Словно ответственный казначей, отщёлкивал он в уме сведения, из которых можно было бы свить для себя спасательный канат.

И нащёлкал! И свил!

Любой разумный карьерист хороший психолог. Ещё зимой, встречая Бедфорда в Кале, епископ обратил внимание на несколько туманных фраз, сердитого герцога, смысл которых сводился к одному: регенту было бы гораздо легче добиваться своего от парламента, имей он возможность заполучить малолетнего короля под непосредственную опеку! А тут и услужливая память с улыбкой поднесла воспоминание о последней встрече с Бэдфордом, когда тот, прочитав парламентское письмо из Лондона, вышел из себя настолько, что забылся и выругался прямо при Кошоне: «Чёртовы ублюдки, поучать меня вздумали! Облепили короля, как мухи!..». И, потрясая письмом перед носом епископа, почти крикнул: «Будь маленький Гарри здесь, у меня под боком, я бы стал всемогущим и думать про них забыл!».

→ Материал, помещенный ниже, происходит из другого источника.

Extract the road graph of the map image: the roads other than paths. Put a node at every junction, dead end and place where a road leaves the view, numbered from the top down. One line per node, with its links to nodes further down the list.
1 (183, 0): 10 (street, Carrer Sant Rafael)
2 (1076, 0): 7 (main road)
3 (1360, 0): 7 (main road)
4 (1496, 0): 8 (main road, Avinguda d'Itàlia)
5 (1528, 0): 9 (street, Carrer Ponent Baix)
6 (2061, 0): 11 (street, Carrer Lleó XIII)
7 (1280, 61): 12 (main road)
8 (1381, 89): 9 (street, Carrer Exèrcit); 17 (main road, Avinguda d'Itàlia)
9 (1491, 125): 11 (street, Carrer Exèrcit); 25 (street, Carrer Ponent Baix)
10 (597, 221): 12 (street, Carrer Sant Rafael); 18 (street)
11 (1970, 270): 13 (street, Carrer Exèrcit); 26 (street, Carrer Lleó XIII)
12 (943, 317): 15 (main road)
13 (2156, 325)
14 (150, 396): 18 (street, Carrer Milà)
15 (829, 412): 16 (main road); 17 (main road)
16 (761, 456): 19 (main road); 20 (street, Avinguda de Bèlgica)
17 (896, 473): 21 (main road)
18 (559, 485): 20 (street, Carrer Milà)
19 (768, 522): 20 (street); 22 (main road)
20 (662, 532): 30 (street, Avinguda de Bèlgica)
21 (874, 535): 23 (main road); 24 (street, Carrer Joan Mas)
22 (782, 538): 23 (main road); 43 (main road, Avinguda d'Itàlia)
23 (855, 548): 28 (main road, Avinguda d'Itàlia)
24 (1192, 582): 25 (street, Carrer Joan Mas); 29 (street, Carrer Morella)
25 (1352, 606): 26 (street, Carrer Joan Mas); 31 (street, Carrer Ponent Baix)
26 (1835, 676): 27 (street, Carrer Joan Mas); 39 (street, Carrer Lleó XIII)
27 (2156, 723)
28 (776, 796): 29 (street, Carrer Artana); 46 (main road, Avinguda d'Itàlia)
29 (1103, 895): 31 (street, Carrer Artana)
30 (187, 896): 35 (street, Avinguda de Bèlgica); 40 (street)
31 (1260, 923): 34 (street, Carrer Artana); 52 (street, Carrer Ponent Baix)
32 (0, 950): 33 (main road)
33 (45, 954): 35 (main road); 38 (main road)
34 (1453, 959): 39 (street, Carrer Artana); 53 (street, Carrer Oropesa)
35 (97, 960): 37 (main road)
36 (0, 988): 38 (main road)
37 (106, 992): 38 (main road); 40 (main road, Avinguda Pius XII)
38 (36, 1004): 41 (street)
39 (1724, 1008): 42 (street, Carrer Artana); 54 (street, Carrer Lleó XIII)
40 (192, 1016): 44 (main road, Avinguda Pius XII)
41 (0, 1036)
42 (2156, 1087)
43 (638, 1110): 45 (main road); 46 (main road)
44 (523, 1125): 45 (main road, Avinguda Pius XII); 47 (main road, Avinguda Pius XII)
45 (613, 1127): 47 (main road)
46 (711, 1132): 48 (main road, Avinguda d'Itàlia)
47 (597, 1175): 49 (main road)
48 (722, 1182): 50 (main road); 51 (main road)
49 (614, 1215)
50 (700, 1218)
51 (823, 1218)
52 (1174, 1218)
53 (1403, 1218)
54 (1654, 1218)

Что ж, прикинул Кошон, герцог-регент сейчас единственный, кто в состоянии вернуть ему и положение, и деньги, поэтому… поэтому…

И он побежал к каноннику просить бумагу и чернила.


Как раз в это же время в Нормандию прибыл старый знакомец и покровитель Кошона кардинал Винчестерский, который привёл с собой небольшую армию для обороны Парижа. И епископ, радуясь, что всё можно провернуть окольными путями, (что для человека дальновидного всегда удобнее, чем грубо, в лоб), буквально завалил кардинала письмами.

Сначала письма эти содержали только отчаянные просьбы оказать помощь разоряемому диоцезу епископа Бовесского. Но когда стали приходить ответы – то вежливые отписки, то сетования по поводу горестной судьбы епископа с непременным пожеланием не отчаиваться, Кошон понял, что во-первых, пора приступать к главному, а во-вторых, окончательно стало ясно – просто так ему, увы, не помогут.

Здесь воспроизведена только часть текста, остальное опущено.